Eugenio Montale
Extrait du document
«
Eugenio Montale
Les archétypes de la poésie de Montale se révèlent dans les paysages les plus sévères de la côte ligure : roc et mer, ascèse et ténacité.
En lui, l'homme a certes pu éprouver les charmes de l'humanisme grand-bourgeois ; mais le poète a infléchi sa formation intellectuelle,
essentiellement spiritualiste au départ et quelque peu dépourvue du sens de l'histoire, par la leçon de l'environnement de ses jeunes
années : d'où l'abstention, la retenue, un quant à soi "stoïque".

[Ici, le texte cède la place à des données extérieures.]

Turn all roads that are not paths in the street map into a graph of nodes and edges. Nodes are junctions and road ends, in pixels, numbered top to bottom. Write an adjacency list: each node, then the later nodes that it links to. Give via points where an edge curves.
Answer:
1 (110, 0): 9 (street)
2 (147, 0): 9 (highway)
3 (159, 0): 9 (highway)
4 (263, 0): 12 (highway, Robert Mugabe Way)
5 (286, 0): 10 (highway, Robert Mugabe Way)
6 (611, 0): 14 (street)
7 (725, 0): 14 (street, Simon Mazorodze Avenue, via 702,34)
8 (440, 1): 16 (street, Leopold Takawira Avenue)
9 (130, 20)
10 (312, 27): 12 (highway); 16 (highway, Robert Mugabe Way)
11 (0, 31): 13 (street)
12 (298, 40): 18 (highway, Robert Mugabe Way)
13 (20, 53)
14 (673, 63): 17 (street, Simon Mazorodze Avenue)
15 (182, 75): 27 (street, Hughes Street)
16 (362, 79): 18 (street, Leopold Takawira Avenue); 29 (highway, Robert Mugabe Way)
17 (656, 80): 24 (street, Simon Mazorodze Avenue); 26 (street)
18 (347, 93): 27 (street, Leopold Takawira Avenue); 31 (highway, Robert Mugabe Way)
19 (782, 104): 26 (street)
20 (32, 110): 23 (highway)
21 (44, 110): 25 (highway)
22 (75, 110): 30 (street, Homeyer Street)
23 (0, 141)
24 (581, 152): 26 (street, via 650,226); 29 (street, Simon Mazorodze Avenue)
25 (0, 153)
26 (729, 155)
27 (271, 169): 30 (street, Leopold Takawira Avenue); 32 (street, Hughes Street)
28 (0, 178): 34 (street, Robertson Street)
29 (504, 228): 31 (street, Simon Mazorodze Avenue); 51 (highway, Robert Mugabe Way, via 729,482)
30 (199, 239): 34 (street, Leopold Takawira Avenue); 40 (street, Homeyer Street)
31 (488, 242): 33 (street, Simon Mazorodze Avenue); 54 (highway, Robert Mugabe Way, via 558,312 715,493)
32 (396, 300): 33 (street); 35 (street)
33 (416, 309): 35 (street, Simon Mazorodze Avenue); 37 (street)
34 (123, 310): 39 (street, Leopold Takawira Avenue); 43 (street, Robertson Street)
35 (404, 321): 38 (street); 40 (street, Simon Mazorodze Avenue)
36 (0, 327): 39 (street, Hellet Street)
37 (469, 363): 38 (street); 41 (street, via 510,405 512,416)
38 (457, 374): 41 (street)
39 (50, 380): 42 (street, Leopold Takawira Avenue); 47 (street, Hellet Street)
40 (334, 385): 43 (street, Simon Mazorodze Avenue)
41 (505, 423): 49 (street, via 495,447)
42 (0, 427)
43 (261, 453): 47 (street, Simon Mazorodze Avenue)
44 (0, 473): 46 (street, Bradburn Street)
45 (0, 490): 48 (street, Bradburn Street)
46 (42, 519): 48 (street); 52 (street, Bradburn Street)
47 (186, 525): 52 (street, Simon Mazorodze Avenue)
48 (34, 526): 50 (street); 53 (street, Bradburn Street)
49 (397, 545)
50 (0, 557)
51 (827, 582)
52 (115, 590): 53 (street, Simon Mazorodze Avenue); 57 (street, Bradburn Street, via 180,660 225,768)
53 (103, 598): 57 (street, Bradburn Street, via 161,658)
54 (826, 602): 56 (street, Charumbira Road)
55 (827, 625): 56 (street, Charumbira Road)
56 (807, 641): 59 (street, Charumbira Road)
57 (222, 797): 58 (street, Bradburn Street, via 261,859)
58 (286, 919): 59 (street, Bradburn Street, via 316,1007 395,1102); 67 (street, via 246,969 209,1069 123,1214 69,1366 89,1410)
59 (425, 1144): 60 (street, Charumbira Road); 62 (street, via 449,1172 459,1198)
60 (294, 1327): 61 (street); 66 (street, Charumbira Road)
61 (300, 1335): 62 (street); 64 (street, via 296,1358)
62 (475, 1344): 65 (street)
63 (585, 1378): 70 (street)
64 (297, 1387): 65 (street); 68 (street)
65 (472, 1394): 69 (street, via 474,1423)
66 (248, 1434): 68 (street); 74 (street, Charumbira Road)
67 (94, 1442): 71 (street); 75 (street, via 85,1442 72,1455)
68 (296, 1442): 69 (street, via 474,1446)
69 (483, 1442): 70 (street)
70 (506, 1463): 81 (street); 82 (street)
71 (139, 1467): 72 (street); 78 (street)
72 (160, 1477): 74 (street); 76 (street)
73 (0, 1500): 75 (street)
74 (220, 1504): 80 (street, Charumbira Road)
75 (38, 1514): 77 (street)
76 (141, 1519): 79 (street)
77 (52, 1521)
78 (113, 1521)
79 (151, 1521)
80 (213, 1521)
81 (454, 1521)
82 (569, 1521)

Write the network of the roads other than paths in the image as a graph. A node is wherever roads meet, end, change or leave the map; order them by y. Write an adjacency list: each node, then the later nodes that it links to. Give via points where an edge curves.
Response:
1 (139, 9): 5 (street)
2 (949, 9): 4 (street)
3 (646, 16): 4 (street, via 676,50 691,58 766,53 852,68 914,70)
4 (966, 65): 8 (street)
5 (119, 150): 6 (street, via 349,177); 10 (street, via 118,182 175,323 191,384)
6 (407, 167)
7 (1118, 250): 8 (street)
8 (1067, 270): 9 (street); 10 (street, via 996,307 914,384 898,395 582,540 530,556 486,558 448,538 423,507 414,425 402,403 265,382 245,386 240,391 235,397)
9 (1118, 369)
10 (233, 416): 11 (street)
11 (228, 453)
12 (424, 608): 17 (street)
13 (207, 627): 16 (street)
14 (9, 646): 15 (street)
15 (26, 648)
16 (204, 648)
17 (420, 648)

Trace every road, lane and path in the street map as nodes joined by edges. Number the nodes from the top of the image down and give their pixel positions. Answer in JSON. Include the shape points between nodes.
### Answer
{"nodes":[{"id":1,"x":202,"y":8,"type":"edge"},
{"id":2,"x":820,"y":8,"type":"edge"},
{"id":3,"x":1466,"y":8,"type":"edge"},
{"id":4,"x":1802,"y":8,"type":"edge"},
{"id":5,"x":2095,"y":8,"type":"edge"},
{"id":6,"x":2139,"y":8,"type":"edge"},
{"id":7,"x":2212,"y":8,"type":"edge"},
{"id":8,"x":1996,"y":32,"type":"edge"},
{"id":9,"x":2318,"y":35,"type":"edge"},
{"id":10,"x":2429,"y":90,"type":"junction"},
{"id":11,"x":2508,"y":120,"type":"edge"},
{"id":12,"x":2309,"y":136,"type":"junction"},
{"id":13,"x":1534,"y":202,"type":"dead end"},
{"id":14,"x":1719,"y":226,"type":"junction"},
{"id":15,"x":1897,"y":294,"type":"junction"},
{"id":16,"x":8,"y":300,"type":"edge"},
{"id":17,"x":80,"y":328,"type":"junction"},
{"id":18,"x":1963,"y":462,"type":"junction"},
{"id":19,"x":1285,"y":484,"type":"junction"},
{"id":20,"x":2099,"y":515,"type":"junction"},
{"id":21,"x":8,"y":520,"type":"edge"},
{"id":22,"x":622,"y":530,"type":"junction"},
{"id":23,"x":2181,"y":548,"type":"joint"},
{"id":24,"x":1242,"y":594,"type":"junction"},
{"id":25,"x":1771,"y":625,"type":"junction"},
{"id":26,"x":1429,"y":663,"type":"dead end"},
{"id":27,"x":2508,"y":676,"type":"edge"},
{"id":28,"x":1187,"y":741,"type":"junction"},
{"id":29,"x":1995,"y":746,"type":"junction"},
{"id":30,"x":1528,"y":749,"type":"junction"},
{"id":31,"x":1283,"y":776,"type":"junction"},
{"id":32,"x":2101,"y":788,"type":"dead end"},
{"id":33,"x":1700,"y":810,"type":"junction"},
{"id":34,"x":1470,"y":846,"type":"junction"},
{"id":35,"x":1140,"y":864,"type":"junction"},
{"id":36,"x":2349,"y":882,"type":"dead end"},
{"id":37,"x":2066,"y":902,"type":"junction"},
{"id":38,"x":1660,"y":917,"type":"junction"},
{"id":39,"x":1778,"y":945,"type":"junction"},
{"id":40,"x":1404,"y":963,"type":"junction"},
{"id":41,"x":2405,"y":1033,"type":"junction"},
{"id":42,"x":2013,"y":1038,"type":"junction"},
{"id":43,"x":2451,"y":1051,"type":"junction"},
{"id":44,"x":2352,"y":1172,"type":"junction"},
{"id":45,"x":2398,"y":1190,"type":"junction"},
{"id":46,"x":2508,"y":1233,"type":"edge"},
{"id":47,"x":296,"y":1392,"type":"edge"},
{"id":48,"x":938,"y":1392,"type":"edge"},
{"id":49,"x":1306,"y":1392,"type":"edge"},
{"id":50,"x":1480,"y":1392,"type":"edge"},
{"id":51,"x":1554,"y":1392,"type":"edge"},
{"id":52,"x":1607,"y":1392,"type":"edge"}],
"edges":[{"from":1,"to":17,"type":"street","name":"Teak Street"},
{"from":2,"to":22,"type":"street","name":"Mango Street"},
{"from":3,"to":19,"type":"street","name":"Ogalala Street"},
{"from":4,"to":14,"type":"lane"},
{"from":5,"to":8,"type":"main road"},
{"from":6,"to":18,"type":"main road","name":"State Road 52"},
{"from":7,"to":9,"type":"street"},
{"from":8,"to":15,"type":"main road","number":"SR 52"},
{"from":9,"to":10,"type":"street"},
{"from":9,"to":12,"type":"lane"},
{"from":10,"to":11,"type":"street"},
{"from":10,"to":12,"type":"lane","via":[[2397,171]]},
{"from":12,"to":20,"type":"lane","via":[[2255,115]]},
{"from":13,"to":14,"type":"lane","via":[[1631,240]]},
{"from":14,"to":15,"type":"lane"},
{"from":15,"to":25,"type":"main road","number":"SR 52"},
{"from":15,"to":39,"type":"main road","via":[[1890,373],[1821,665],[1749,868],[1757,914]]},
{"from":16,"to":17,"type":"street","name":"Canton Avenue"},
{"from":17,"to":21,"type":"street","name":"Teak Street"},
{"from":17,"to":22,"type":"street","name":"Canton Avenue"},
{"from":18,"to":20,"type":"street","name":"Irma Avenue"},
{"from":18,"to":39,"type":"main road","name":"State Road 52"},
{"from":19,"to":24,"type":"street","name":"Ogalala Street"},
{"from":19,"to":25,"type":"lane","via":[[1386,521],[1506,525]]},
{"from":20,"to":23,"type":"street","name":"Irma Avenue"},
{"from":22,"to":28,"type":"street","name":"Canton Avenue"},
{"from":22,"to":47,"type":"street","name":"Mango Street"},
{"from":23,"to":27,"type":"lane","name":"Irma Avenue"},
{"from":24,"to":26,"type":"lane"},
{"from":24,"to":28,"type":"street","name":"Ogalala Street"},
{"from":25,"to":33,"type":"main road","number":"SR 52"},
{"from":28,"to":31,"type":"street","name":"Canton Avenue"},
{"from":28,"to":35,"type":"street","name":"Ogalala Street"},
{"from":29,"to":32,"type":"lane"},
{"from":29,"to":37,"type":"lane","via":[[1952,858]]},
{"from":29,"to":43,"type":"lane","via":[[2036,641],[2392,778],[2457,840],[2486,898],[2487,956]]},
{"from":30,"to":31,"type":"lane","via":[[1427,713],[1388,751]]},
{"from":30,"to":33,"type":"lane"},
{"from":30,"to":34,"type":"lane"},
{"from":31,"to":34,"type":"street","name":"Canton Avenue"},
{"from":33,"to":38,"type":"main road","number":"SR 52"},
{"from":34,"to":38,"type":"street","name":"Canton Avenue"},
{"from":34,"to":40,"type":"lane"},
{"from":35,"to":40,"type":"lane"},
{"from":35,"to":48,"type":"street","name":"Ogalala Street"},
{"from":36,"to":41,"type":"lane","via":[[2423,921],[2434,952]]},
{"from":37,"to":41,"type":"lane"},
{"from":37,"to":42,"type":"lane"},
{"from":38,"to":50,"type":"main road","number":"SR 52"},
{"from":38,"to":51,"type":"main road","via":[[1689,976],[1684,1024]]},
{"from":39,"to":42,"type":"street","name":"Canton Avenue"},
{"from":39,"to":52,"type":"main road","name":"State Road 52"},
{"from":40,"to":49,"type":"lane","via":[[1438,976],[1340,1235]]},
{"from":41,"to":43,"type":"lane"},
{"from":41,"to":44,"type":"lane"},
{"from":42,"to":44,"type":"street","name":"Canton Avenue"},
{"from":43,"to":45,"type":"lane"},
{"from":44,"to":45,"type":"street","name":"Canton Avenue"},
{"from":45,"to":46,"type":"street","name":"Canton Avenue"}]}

Né à Gênes, Montale fit la Première Guerre mondiale dans l'infanterie, en
qualité d'officier.
Il vécut de 1928 à 1948 à Florence, où il assuma, aussi longtemps que les fascistes l'y tolérèrent, la direction d'un
institut culturel.
Fréquentant un milieu d'antifascistes libéraux, il milita après la guerre dans le parti libéral-socialiste pendant quelques
années.
Il est, depuis 1948 journaliste à Milan, où il écrit dans les colonnes de l'organe conservateur Corriere della Sera ; c'est également
un critique musical fort apprécié.
La pénétration exceptionnelle dont il fait souvent preuve en tant que critique littéraire et traducteur, la qualité de l'ironie et de l'amertume
qui percent à travers ses pages de prose descriptive et narrative (Papillon de Dinard, 1960) ne suffisent toutefois p a s à motiver le
caractère de son oeuvre poétique Et, bien que ses expériences de poète aient des sources bien précises (la tradition lyrique italienne, de
Pétrarque aux poètes du Cinquecento, et de Leopardi à Pascoli ; Scève et les symbolistes français ; les métaphysiciens anglais et
Hopkins, Pound, Eliot) ; bien que la poésie de Montale soit une poésie extrêmement "cultivée", les racines de cette poésie demeurent
cachées dans les ombres d'une vie, dans un système psychologique qui exclut toute confession.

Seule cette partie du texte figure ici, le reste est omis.